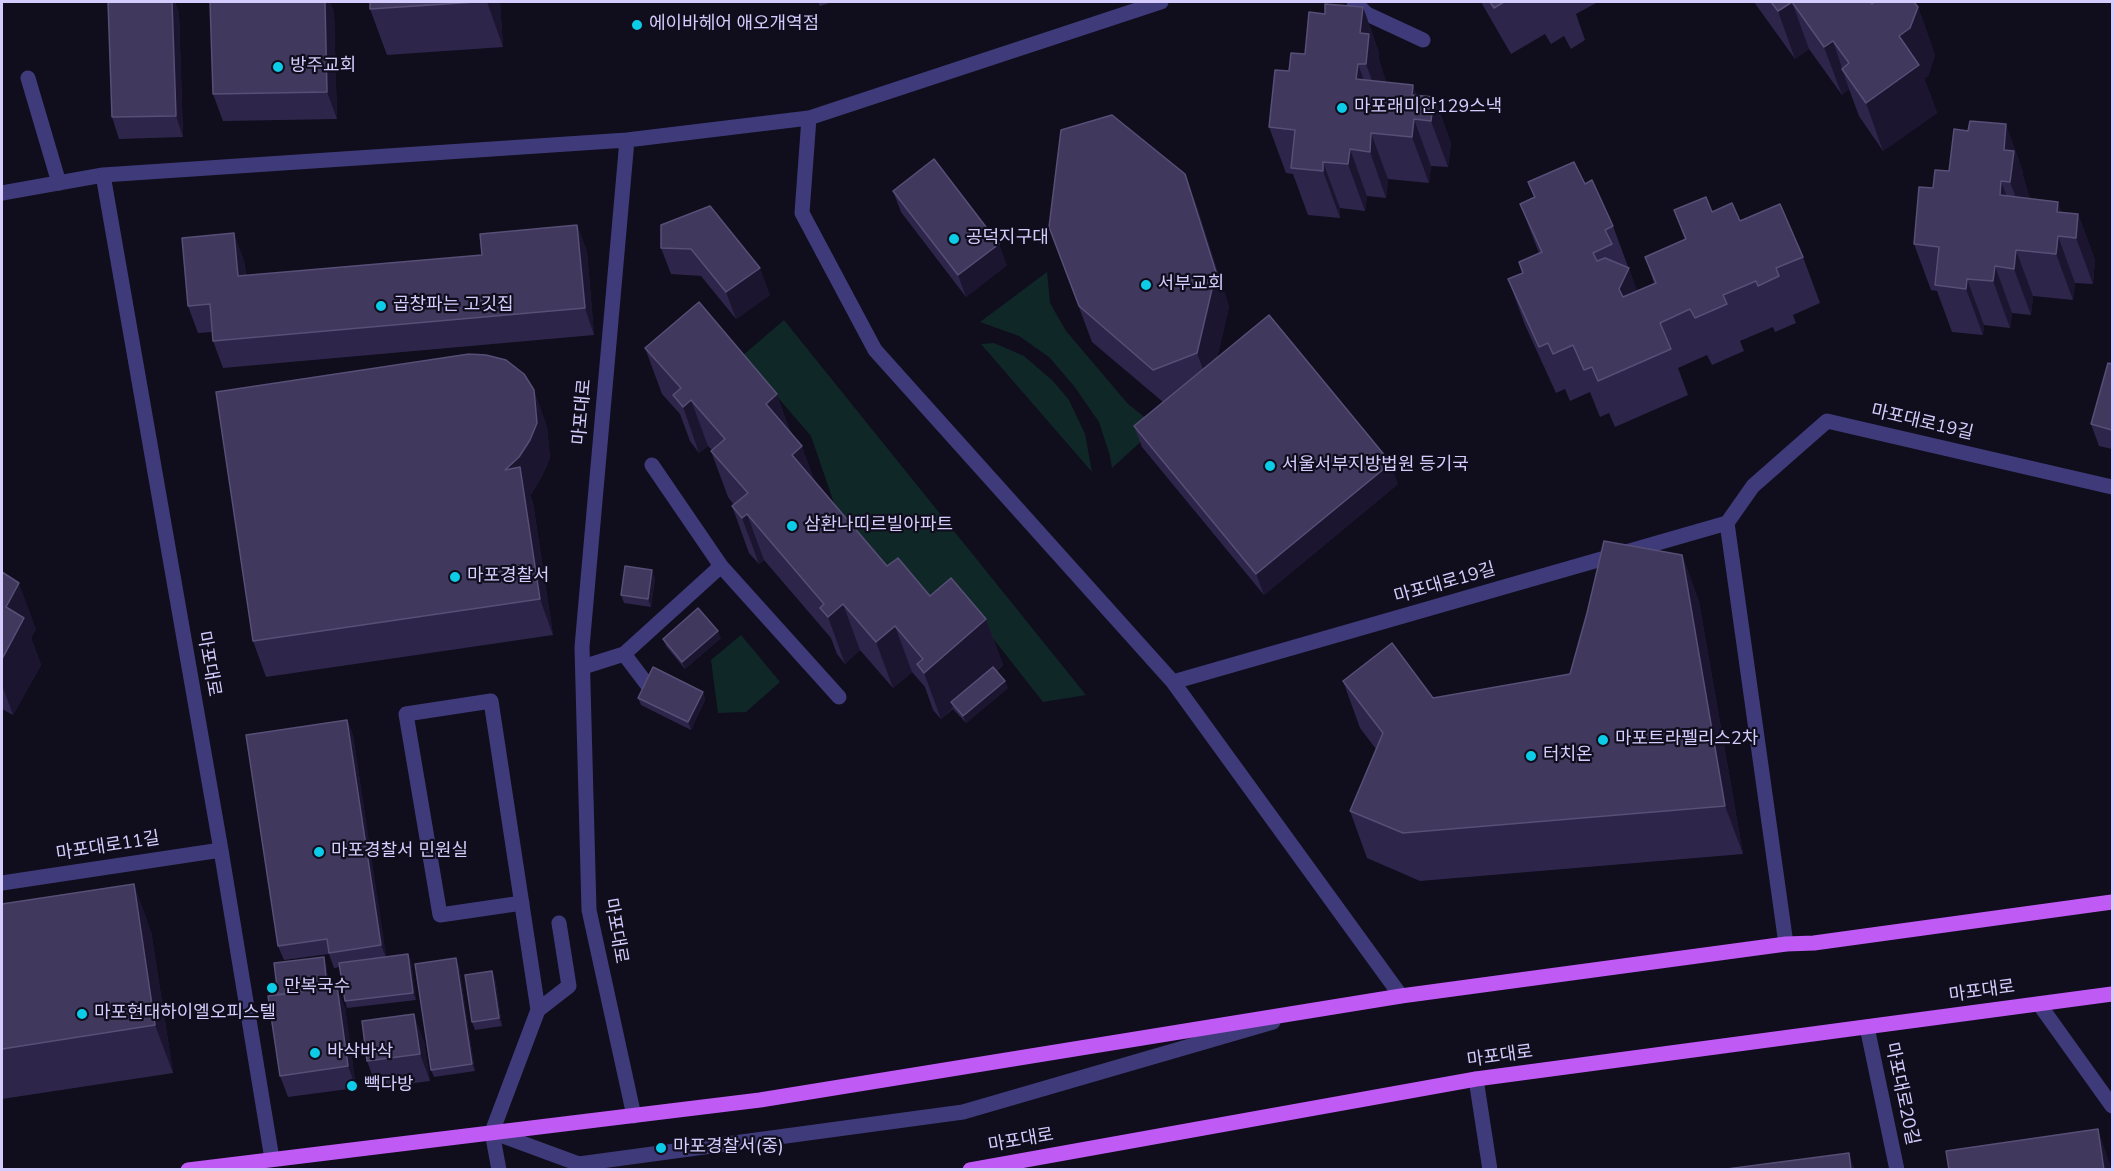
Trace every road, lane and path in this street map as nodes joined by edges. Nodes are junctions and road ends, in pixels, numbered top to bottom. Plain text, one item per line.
1 (1161, 2) edge
2 (1354, 2) edge
3 (1423, 39) dead end
4 (28, 78) dead end
5 (809, 118) junction
6 (627, 140) junction
7 (103, 175) junction
8 (59, 183) junction
9 (2, 193) edge
10 (652, 465) dead end
11 (2112, 487) edge
12 (1727, 524) junction
13 (721, 566) junction
14 (624, 654) junction
15 (583, 667) junction
16 (1173, 682) junction
17 (838, 697) dead end
18 (674, 700) edge
19 (221, 850) junction
20 (2, 883) edge
21 (2112, 902) edge
22 (522, 903) junction
23 (559, 923) dead end
24 (1786, 944) junction
25 (2112, 994) edge
26 (1401, 996) junction
27 (2039, 1004) junction
28 (538, 1010) junction
29 (1307, 1012) junction
30 (1867, 1027) junction
31 (1476, 1079) junction
32 (2112, 1106) edge
33 (634, 1116) junction
34 (492, 1132) junction
35 (272, 1159) junction
36 (188, 1170) edge
37 (499, 1170) edge
38 (970, 1170) edge
39 (1490, 1170) edge
40 (1897, 1170) edge

1 - 5 street
2 - 3 street
4 - 8 street
5 - 6 street
5 - 16 street
6 - 7 street
6 - 15 street, 마포대로
7 - 8 street
7 - 19 street, 마포대로
8 - 9 street
10 - 13 street
11 - 12 street, 마포대로19길
12 - 16 street, 마포대로19길
12 - 24 street
13 - 14 street
13 - 17 street
14 - 15 street
14 - 18 street
15 - 33 street, 마포대로
16 - 26 street
19 - 20 street, 마포대로11길
19 - 35 street, 마포대로
21 - 24 main road
22 - 22 street
22 - 28 street
23 - 28 street
24 - 26 main road
25 - 27 main road, 마포대로
26 - 29 main road
27 - 30 main road, 마포대로
27 - 32 street, 마포대로
28 - 34 street
29 - 33 main road
29 - 34 street
30 - 31 main road, 마포대로
30 - 40 street, 마포대로20길
31 - 38 main road, 마포대로
31 - 39 street
33 - 34 main road
34 - 35 main road
34 - 37 street
35 - 36 main road

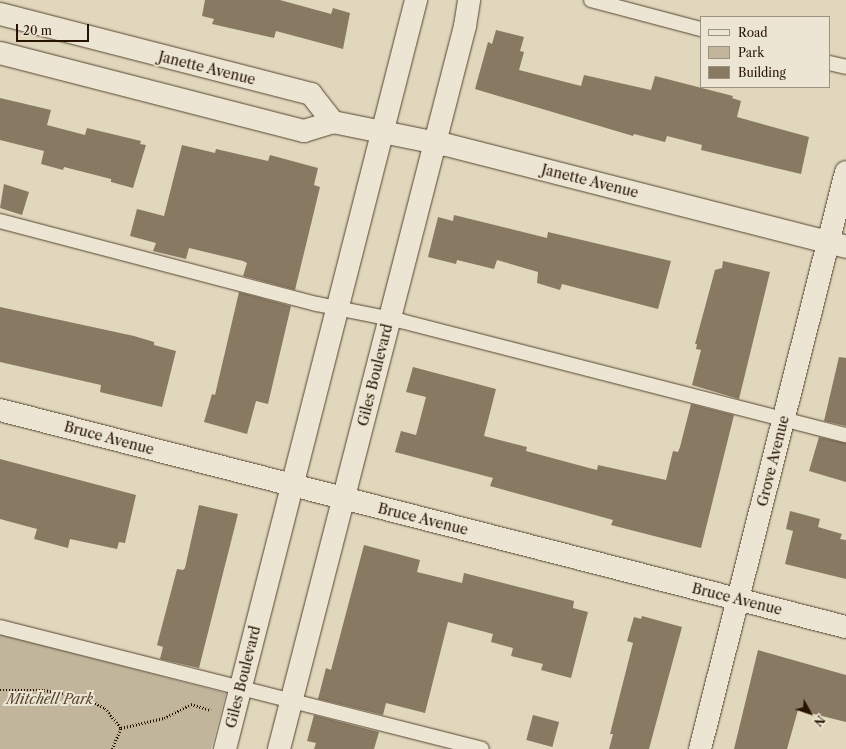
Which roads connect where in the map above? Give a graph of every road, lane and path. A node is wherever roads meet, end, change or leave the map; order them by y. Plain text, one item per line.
1 (416, 0) edge
2 (469, 0) edge
3 (591, 0) edge
4 (0, 14) edge
5 (700, 29) edge
6 (0, 53) edge
7 (830, 62) edge
8 (846, 67) edge
9 (333, 122) junction
10 (382, 133) junction
11 (435, 142) junction
12 (846, 172) edge
13 (0, 221) edge
14 (837, 245) edge
15 (337, 308) junction
16 (390, 319) junction
17 (0, 410) edge
18 (784, 419) junction
19 (846, 435) edge
20 (292, 485) junction
21 (343, 498) junction
22 (738, 599) junction
23 (0, 627) edge
24 (846, 627) edge
25 (240, 689) junction
26 (0, 690) edge
27 (291, 701) junction
28 (218, 712) dead end
29 (121, 728) junction
30 (112, 749) edge
31 (225, 749) edge
32 (279, 749) edge
33 (482, 749) edge
34 (700, 749) edge

1 - 10 street, Giles Boulevard
2 - 11 street, Giles Boulevard
3 - 5 lane
4 - 9 street, Janette Avenue
6 - 9 street, Janette Avenue
7 - 8 lane
9 - 10 street, Janette Avenue
10 - 11 street, Janette Avenue
10 - 15 street, Giles Boulevard
11 - 14 street, Janette Avenue
11 - 16 street, Giles Boulevard
12 - 14 street, Grove Avenue
13 - 15 lane
14 - 18 street, Grove Avenue
15 - 16 lane
15 - 20 street, Giles Boulevard
16 - 18 lane
16 - 21 street, Giles Boulevard
17 - 20 street, Bruce Avenue
18 - 19 lane
18 - 22 street, Grove Avenue
20 - 21 street, Bruce Avenue
20 - 25 street, Giles Boulevard
21 - 22 street, Bruce Avenue
21 - 27 street, Giles Boulevard
22 - 24 street, Bruce Avenue
22 - 34 street, Grove Avenue
23 - 25 lane
25 - 27 lane
25 - 31 street, Giles Boulevard
26 - 29 path
27 - 32 street, Giles Boulevard
27 - 33 lane
28 - 29 path
29 - 30 path

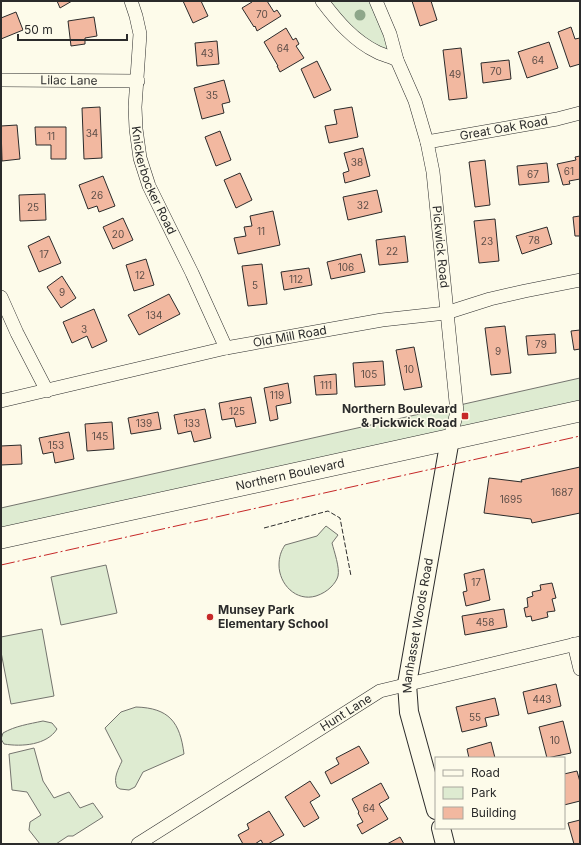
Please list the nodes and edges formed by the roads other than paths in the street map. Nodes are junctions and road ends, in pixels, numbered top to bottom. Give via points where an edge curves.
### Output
1 (131, 1) edge
2 (322, 1) edge
3 (376, 1) edge
4 (397, 60) junction
5 (1, 80) edge
6 (138, 81) junction
7 (580, 113) edge
8 (427, 142) junction
9 (580, 280) edge
10 (1, 297) edge
11 (446, 313) junction
12 (226, 348) junction
13 (47, 391) junction
14 (1, 401) edge
15 (580, 411) edge
16 (450, 439) junction
17 (1, 538) edge
18 (577, 644) edge
19 (580, 669) edge
20 (407, 684) junction
21 (435, 806) edge
22 (441, 829) edge
23 (138, 844) edge
24 (445, 844) edge

1 - 6 street, Knickerbocker Road via 140,34
2 - 4 street via 349,33 376,51
3 - 4 street, Pickwick Road via 390,34
4 - 8 street, Pickwick Road via 413,95
5 - 6 street, Lilac Lane
6 - 12 street, Knickerbocker Road via 136,129 140,158 149,186
7 - 8 street, Great Oak Road
8 - 11 street, Pickwick Road via 436,195
9 - 11 street, Old Mill Road via 490,299
10 - 13 street
11 - 12 street, Old Mill Road via 382,320
11 - 16 street, Pickwick Road via 457,412
12 - 13 street, Old Mill Road
13 - 14 street, Old Mill Road
15 - 16 main road, Northern Boulevard
16 - 17 main road, Northern Boulevard
16 - 20 street, Manhasset Woods Road
18 - 19 street
18 - 20 street, Hunt Lane
20 - 21 street, Manhasset Woods Road via 409,712
20 - 23 street, Hunt Lane via 375,693
22 - 24 street

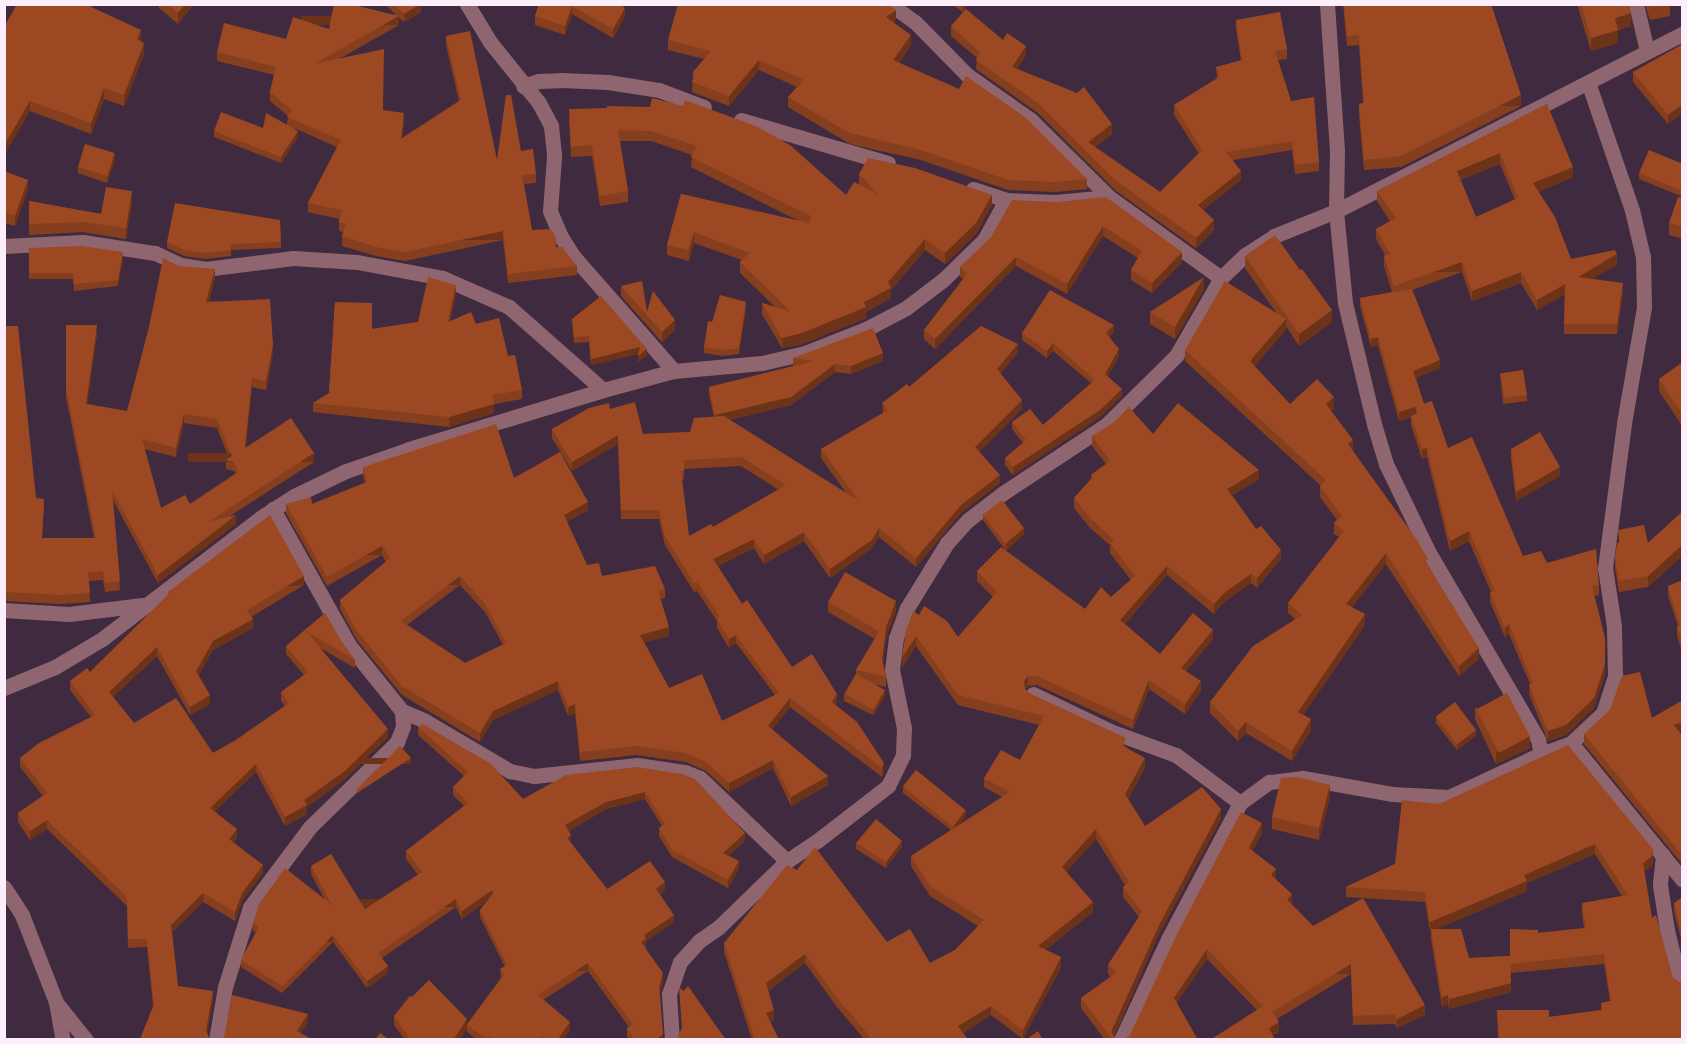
________________
Omitting the pictures, repeat all entries exactly.

Trace every road, lane and path in this street map as nodes joined by edges. Nodes are junctions and road ends, in pixels, numbered top to bottom. Plain text, one item per line.
1 (1161, 2) edge
2 (1354, 2) edge
3 (1423, 39) dead end
4 (28, 78) dead end
5 (809, 118) junction
6 (627, 140) junction
7 (103, 175) junction
8 (59, 183) junction
9 (2, 193) edge
10 (652, 465) dead end
11 (2112, 487) edge
12 (1727, 524) junction
13 (721, 566) junction
14 (624, 654) junction
15 (583, 667) junction
16 (1173, 682) junction
17 (838, 697) dead end
18 (674, 700) edge
19 (221, 850) junction
20 (2, 883) edge
21 (2112, 902) edge
22 (522, 903) junction
23 (559, 923) dead end
24 (1786, 944) junction
25 (2112, 994) edge
26 (1401, 996) junction
27 (2039, 1004) junction
28 (538, 1010) junction
29 (1307, 1012) junction
30 (1867, 1027) junction
31 (1476, 1079) junction
32 (2112, 1106) edge
33 (634, 1116) junction
34 (492, 1132) junction
35 (272, 1159) junction
36 (188, 1170) edge
37 (499, 1170) edge
38 (970, 1170) edge
39 (1490, 1170) edge
40 (1897, 1170) edge

1 - 5 street
2 - 3 street
4 - 8 street
5 - 6 street
5 - 16 street
6 - 7 street
6 - 15 street, 마포대로
7 - 8 street
7 - 19 street, 마포대로
8 - 9 street
10 - 13 street
11 - 12 street, 마포대로19길
12 - 16 street, 마포대로19길
12 - 24 street
13 - 14 street
13 - 17 street
14 - 15 street
14 - 18 street
15 - 33 street, 마포대로
16 - 26 street
19 - 20 street, 마포대로11길
19 - 35 street, 마포대로
21 - 24 main road
22 - 22 street
22 - 28 street
23 - 28 street
24 - 26 main road
25 - 27 main road, 마포대로
26 - 29 main road
27 - 30 main road, 마포대로
27 - 32 street, 마포대로
28 - 34 street
29 - 33 main road
29 - 34 street
30 - 31 main road, 마포대로
30 - 40 street, 마포대로20길
31 - 38 main road, 마포대로
31 - 39 street
33 - 34 main road
34 - 35 main road
34 - 37 street
35 - 36 main road

Which roads connect where in the map above? Give a graph of every road, lane and path. A node is wherever roads meet, end, change or leave the map; order them by y. Plain text, one item per line.
1 (416, 0) edge
2 (469, 0) edge
3 (591, 0) edge
4 (0, 14) edge
5 (700, 29) edge
6 (0, 53) edge
7 (830, 62) edge
8 (846, 67) edge
9 (333, 122) junction
10 (382, 133) junction
11 (435, 142) junction
12 (846, 172) edge
13 (0, 221) edge
14 (837, 245) edge
15 (337, 308) junction
16 (390, 319) junction
17 (0, 410) edge
18 (784, 419) junction
19 (846, 435) edge
20 (292, 485) junction
21 (343, 498) junction
22 (738, 599) junction
23 (0, 627) edge
24 (846, 627) edge
25 (240, 689) junction
26 (0, 690) edge
27 (291, 701) junction
28 (218, 712) dead end
29 (121, 728) junction
30 (112, 749) edge
31 (225, 749) edge
32 (279, 749) edge
33 (482, 749) edge
34 (700, 749) edge

1 - 10 street, Giles Boulevard
2 - 11 street, Giles Boulevard
3 - 5 lane
4 - 9 street, Janette Avenue
6 - 9 street, Janette Avenue
7 - 8 lane
9 - 10 street, Janette Avenue
10 - 11 street, Janette Avenue
10 - 15 street, Giles Boulevard
11 - 14 street, Janette Avenue
11 - 16 street, Giles Boulevard
12 - 14 street, Grove Avenue
13 - 15 lane
14 - 18 street, Grove Avenue
15 - 16 lane
15 - 20 street, Giles Boulevard
16 - 18 lane
16 - 21 street, Giles Boulevard
17 - 20 street, Bruce Avenue
18 - 19 lane
18 - 22 street, Grove Avenue
20 - 21 street, Bruce Avenue
20 - 25 street, Giles Boulevard
21 - 22 street, Bruce Avenue
21 - 27 street, Giles Boulevard
22 - 24 street, Bruce Avenue
22 - 34 street, Grove Avenue
23 - 25 lane
25 - 27 lane
25 - 31 street, Giles Boulevard
26 - 29 path
27 - 32 street, Giles Boulevard
27 - 33 lane
28 - 29 path
29 - 30 path

Please list the nodes and edges formed by the roads other than paths in the street map. Nodes are junctions and road ends, in pixels, numbered top to bottom. Give via points where an edge curves.
### Output
1 (131, 1) edge
2 (322, 1) edge
3 (376, 1) edge
4 (397, 60) junction
5 (1, 80) edge
6 (138, 81) junction
7 (580, 113) edge
8 (427, 142) junction
9 (580, 280) edge
10 (1, 297) edge
11 (446, 313) junction
12 (226, 348) junction
13 (47, 391) junction
14 (1, 401) edge
15 (580, 411) edge
16 (450, 439) junction
17 (1, 538) edge
18 (577, 644) edge
19 (580, 669) edge
20 (407, 684) junction
21 (435, 806) edge
22 (441, 829) edge
23 (138, 844) edge
24 (445, 844) edge

1 - 6 street, Knickerbocker Road via 140,34
2 - 4 street via 349,33 376,51
3 - 4 street, Pickwick Road via 390,34
4 - 8 street, Pickwick Road via 413,95
5 - 6 street, Lilac Lane
6 - 12 street, Knickerbocker Road via 136,129 140,158 149,186
7 - 8 street, Great Oak Road
8 - 11 street, Pickwick Road via 436,195
9 - 11 street, Old Mill Road via 490,299
10 - 13 street
11 - 12 street, Old Mill Road via 382,320
11 - 16 street, Pickwick Road via 457,412
12 - 13 street, Old Mill Road
13 - 14 street, Old Mill Road
15 - 16 main road, Northern Boulevard
16 - 17 main road, Northern Boulevard
16 - 20 street, Manhasset Woods Road
18 - 19 street
18 - 20 street, Hunt Lane
20 - 21 street, Manhasset Woods Road via 409,712
20 - 23 street, Hunt Lane via 375,693
22 - 24 street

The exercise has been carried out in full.